• Excerpted records:
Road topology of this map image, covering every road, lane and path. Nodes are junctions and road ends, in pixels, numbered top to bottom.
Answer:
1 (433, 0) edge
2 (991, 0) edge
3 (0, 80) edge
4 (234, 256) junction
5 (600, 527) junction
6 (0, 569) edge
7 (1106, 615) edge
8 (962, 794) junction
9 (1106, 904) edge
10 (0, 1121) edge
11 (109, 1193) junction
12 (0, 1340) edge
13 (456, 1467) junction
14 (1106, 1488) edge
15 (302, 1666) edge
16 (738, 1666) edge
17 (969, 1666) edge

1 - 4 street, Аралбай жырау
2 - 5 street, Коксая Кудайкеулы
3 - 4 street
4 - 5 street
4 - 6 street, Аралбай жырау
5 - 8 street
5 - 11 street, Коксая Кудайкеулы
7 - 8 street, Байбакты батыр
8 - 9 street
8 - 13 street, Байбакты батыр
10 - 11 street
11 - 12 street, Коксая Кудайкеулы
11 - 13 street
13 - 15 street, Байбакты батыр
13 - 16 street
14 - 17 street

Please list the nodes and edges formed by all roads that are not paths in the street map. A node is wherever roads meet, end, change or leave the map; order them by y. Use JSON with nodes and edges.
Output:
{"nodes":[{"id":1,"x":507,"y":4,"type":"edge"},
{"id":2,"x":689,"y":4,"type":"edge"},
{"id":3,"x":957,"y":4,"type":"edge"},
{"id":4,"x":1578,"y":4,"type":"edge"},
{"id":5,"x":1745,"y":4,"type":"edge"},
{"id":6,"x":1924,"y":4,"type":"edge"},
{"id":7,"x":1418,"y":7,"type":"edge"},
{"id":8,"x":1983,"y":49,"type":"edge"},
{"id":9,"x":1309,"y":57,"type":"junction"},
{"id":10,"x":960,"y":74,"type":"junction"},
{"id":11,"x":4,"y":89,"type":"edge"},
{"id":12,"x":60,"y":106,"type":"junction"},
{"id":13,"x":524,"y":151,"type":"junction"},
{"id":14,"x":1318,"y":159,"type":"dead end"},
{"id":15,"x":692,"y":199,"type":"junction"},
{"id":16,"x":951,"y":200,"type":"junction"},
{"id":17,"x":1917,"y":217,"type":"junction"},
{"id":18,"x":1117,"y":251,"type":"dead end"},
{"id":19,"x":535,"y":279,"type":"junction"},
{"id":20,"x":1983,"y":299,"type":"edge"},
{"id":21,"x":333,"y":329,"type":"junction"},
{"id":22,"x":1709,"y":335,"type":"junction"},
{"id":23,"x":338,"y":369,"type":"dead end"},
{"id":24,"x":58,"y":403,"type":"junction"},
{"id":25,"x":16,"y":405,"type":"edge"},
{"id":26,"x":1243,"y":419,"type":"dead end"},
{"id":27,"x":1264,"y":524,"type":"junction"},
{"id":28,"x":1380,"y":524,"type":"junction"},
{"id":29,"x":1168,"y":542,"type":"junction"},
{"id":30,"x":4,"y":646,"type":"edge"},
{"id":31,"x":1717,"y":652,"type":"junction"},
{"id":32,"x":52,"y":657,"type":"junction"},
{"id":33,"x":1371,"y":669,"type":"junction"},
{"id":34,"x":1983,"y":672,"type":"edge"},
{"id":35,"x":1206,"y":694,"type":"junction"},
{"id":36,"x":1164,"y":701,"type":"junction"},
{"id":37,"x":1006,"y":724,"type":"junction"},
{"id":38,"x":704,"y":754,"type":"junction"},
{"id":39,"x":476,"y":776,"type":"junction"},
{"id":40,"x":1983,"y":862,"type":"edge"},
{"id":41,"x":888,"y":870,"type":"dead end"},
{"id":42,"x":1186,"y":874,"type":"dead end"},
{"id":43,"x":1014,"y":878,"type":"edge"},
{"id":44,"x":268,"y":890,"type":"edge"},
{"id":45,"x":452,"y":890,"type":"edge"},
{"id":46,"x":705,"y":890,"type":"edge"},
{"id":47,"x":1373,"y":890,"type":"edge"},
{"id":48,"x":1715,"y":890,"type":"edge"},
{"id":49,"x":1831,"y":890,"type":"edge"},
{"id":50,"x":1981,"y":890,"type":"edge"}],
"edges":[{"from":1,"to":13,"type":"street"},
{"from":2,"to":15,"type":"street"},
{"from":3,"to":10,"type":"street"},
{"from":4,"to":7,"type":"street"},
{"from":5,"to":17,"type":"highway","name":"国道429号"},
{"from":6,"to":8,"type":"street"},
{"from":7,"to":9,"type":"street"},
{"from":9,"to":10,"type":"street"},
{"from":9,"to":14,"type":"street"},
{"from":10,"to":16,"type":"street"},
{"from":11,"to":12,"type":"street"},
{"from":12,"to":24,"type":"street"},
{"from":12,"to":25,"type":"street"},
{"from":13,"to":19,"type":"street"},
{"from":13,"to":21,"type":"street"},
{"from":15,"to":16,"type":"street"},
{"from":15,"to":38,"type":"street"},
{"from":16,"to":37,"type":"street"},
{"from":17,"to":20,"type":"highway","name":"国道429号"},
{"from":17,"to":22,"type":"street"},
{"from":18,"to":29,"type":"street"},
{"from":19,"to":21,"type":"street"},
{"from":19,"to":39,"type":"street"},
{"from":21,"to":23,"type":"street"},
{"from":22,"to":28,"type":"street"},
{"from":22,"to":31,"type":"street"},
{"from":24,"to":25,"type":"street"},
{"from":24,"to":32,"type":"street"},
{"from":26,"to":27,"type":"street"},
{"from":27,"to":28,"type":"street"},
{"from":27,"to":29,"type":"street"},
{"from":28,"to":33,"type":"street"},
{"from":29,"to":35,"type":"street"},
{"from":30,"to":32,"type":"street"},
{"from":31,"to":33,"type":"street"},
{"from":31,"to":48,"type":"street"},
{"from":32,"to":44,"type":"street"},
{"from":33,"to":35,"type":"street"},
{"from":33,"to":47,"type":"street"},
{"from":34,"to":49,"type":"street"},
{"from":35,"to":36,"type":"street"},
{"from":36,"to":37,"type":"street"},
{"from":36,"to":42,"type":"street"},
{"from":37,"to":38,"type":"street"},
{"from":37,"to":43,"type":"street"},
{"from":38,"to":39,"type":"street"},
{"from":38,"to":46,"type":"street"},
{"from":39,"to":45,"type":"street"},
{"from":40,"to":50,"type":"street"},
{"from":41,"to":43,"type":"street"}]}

• What the task requires: Every line of the listing that holds "edges" should be found and copied.

• Answer section:
Please list the nodes and edges formed by all roads that are not paths in the street map. A node is wherever roads meet, end, change or leave the map; order them by y. Use JSON with nodes and edges.
"edges":[{"from":1,"to":13,"type":"street"},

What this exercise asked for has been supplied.